How To Outrun A Crocodile When Your Shoes Are Untied Blog Tour {Review, Guest Post, Giveaway}


I'm super excited to be participating in the How To Outrun A Crocodile When Your Shoes Are Untied Blog Tour!!! The very awesome Jess Keating is here today with a fantastic Guest Post, you can check out my Review of this wildly fun middle-grade debut, AND you can enter the Giveaway to win a copy...

How To Outrun A Crocodile When Your Shoes Are Untied
(My Life is a Zoo #1)
by Jess Keating
6/3/14
Sourcebooks Jabberwocky

What would middle school be like if you lived in a zoo?

Ana didn't ask to be named after an anaconda. She didn't ask for zoologist parents who look like safari guides. And she definitely didn't ask for a twin brother whose life goal seems to be terrorizing her with his pet reptiles. Now, to make matters worse, her parents have decided to move the whole family INTO the zoo! All of which gives the Sneerers (the clan of carnivorous female predators in her class) more ammunition to make her life miserable-and squash any hope of class tennis stud, Zack, falling in love with her. Ana tries to channel her inner chameleon and fade into the background, but things are changing too quickly for her to keep up.


An adorkable, lovable heroine; sweet, crush-worthy boys; hilariously and awkwardly epic moments; and an out of the box setting? Check, check, check, and check! I love everything about Jess Keating’s wildly funny and charming middle-grade debut How To Outrun A Crocodile When Your Shoes Are Untied...I mean, just that title alone bakes my cupcakes!

Seventh-grader Ana is having a less than fun end of the school year. Her BFF moved across the world, her zoologists parents; reptile loving twin brother; and famous grandpa can be cringe-worthily embarrassing, her crush Zack doesn’t exactly notice her, and the Sneerers, a group of nasty, mean girls, have decided Ana is their favorite prey. Then the unthinkable happens: Ana’s parents decide to move the family INTO the zoo, forcing an unwanted spotlight on poor Ana. Ana must decide whether she’ll fade into the background or shine bright!

Author Jess Keating combines her zoologist background, sparkling storytelling, fun imagination, and has used them to craft a wonderfully written middle-grade debut that is full of laughs, relatable characters, and heart. With a pitch-perfect and genuine voice, Keating captures the middle-grade years so fantastically. From embarrassing family members, mean kids, schoolwork troubles, confusing crushes, and awkward encounters, Ana’s contemporary world feels so real and relatable. And so so funny! I seriously giggle-snorted from beginning to end! I just love the wildly fun and unpredictable zoo setting. Keating brings so much knowledge and interesting info to this zoo party!

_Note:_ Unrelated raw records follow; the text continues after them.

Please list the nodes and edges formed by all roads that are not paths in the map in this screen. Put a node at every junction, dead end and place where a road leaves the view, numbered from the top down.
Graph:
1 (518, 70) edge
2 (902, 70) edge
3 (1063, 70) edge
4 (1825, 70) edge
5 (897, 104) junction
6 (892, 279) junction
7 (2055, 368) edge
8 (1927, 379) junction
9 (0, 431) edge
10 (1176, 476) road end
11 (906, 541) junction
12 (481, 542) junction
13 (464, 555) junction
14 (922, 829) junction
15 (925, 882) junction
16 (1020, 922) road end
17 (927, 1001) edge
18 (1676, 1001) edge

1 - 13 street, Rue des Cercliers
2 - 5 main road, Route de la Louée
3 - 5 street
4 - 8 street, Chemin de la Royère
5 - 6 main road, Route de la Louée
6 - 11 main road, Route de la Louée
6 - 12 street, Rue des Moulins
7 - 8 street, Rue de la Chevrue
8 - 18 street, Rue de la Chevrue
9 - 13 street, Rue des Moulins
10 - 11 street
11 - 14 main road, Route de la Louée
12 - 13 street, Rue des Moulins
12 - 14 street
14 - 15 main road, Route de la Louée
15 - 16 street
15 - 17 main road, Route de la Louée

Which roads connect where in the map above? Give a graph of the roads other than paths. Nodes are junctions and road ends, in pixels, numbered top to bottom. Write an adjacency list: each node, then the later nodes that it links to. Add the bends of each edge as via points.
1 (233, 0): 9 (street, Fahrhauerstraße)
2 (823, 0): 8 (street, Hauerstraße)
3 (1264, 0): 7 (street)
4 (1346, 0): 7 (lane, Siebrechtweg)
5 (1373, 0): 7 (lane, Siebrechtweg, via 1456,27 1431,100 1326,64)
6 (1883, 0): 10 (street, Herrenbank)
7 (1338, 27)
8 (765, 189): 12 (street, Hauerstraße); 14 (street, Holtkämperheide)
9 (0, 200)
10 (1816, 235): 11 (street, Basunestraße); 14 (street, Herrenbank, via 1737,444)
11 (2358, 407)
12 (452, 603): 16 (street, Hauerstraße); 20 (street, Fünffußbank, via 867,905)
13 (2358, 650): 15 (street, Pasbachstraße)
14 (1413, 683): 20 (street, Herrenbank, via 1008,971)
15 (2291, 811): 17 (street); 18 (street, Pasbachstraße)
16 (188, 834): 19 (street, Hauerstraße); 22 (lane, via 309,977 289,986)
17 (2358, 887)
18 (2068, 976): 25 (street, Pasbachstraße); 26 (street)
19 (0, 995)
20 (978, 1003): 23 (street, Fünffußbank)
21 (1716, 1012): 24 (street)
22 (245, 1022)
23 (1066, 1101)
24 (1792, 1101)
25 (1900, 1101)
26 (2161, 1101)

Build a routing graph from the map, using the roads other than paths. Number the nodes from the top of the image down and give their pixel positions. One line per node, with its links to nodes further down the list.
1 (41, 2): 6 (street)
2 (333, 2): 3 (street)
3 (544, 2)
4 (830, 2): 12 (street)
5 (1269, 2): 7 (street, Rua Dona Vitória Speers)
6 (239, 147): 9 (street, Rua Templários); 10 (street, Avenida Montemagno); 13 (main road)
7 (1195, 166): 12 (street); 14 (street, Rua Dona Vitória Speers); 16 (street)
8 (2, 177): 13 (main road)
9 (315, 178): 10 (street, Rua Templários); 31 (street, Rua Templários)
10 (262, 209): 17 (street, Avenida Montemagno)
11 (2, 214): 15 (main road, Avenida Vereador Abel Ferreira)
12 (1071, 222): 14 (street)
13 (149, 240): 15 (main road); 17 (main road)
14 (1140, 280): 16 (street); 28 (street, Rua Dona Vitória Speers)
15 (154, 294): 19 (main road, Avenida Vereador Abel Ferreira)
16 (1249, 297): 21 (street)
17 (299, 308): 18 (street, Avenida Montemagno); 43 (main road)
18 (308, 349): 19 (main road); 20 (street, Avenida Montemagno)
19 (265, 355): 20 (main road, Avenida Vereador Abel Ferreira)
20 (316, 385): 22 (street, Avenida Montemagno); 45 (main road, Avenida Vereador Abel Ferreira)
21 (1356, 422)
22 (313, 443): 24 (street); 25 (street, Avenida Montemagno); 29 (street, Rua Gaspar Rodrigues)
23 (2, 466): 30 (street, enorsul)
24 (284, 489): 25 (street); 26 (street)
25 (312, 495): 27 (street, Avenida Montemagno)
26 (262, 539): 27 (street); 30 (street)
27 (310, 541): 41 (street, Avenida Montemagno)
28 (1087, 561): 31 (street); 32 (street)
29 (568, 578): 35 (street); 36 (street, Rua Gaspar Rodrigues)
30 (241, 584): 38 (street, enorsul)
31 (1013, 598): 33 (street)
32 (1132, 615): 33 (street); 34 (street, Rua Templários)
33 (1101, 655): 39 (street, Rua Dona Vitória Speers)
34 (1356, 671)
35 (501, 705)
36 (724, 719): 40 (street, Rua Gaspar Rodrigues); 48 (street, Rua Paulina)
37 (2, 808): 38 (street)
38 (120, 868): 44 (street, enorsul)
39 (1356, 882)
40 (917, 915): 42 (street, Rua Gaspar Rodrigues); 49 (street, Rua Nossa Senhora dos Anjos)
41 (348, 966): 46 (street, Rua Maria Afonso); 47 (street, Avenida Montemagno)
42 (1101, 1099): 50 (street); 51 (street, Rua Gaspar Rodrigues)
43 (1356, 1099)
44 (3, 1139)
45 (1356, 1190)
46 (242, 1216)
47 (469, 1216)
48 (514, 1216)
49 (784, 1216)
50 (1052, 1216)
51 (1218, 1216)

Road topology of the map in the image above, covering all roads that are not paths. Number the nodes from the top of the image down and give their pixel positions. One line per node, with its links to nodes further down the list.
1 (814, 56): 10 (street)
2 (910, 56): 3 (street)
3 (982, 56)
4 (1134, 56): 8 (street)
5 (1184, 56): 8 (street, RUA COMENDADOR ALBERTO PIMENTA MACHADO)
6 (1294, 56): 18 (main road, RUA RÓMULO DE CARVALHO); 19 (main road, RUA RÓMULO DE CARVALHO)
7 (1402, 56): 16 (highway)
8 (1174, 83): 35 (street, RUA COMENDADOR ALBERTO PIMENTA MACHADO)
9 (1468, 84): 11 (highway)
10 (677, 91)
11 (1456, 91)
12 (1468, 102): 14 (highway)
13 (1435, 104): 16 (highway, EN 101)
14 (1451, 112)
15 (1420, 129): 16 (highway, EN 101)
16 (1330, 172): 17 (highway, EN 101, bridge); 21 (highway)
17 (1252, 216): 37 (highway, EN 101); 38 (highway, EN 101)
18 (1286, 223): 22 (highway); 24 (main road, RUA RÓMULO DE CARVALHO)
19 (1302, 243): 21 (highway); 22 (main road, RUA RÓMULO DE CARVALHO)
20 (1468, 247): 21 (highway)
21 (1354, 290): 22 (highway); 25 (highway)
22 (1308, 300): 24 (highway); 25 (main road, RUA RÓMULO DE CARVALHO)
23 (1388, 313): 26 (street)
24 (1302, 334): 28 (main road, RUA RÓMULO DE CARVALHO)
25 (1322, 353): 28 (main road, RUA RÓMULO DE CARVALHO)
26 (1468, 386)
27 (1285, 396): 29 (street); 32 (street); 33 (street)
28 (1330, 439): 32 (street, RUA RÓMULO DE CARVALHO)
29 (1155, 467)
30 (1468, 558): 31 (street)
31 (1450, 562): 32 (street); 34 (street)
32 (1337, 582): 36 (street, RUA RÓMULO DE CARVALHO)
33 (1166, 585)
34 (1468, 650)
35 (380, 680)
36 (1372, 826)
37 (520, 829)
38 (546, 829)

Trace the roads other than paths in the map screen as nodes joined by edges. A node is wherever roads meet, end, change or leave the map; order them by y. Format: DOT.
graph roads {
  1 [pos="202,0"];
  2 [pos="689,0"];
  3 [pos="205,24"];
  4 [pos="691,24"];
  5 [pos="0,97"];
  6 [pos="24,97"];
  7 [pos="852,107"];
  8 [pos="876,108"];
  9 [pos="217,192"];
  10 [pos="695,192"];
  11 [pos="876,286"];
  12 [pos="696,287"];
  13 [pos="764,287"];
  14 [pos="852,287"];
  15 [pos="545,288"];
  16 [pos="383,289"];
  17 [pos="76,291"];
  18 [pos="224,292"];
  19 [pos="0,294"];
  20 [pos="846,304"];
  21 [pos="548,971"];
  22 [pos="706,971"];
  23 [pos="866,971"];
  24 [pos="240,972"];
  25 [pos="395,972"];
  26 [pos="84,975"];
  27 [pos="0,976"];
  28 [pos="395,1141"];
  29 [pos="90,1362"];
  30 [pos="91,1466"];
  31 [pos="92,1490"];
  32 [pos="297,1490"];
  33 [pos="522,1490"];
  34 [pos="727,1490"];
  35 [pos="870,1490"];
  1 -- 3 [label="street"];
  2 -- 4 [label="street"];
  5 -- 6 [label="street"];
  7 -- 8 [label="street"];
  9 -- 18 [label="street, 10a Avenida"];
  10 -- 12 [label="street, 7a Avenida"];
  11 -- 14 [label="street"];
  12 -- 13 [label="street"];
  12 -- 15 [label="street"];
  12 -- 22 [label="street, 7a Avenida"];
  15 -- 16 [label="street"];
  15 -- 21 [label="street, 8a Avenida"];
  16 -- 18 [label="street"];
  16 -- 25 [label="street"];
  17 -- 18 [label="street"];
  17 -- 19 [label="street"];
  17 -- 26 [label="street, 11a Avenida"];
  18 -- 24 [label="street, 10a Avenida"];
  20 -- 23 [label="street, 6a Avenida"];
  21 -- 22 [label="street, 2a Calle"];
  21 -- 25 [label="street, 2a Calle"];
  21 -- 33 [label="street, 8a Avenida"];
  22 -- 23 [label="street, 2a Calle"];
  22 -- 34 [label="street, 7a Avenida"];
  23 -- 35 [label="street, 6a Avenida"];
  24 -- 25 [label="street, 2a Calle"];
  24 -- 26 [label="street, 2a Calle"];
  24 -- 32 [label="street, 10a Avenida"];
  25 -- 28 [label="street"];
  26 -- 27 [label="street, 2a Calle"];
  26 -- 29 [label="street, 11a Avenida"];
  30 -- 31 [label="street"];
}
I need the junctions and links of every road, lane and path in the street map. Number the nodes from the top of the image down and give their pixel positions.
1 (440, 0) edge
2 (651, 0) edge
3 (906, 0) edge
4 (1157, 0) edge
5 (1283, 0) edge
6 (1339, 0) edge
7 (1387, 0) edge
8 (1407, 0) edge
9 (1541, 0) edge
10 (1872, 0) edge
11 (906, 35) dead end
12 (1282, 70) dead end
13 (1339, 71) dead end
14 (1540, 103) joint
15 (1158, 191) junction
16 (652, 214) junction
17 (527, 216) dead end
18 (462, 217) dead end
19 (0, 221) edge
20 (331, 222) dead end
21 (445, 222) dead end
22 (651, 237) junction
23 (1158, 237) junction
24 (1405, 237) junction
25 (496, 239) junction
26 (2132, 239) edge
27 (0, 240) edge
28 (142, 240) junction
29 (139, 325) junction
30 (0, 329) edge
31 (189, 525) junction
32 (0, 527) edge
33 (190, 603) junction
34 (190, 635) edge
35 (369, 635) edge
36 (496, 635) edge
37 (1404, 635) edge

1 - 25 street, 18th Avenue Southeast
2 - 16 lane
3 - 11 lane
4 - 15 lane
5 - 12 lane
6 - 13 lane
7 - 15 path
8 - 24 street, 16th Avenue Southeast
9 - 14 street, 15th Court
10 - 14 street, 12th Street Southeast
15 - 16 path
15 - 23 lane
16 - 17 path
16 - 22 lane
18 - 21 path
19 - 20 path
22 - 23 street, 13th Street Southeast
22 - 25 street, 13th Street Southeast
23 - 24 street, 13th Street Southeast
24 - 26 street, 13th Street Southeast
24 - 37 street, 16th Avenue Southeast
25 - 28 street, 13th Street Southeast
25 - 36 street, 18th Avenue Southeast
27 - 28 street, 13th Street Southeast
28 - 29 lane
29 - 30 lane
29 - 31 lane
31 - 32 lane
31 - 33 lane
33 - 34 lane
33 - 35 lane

The setting, storytelling, and humor are all awesome, but what I love best about How To Outrun A Crocodile When Your Shoes Are Untied is the main character, Ana! Ana is such a lovable, endearing kindred spirit! Her witty observations amused me, her honest musings charmed me, and her courage moved me. Young readers will easily relate to Ana and want to be her new BFF (I know I do!!)...after all, we ALL have a little bit of Ana’s adorakable, awkward, awesome spirit in us! Ana is surrounded by a memorable and entertaining cast of quirky and surprising characters that readers will love getting to know.

I just love the way this book concludes in such a sunshine-in-your-heart-makes-you-smile-big (but not in an overly cheesy way)-and-wanna-high-five-Ana kind of way!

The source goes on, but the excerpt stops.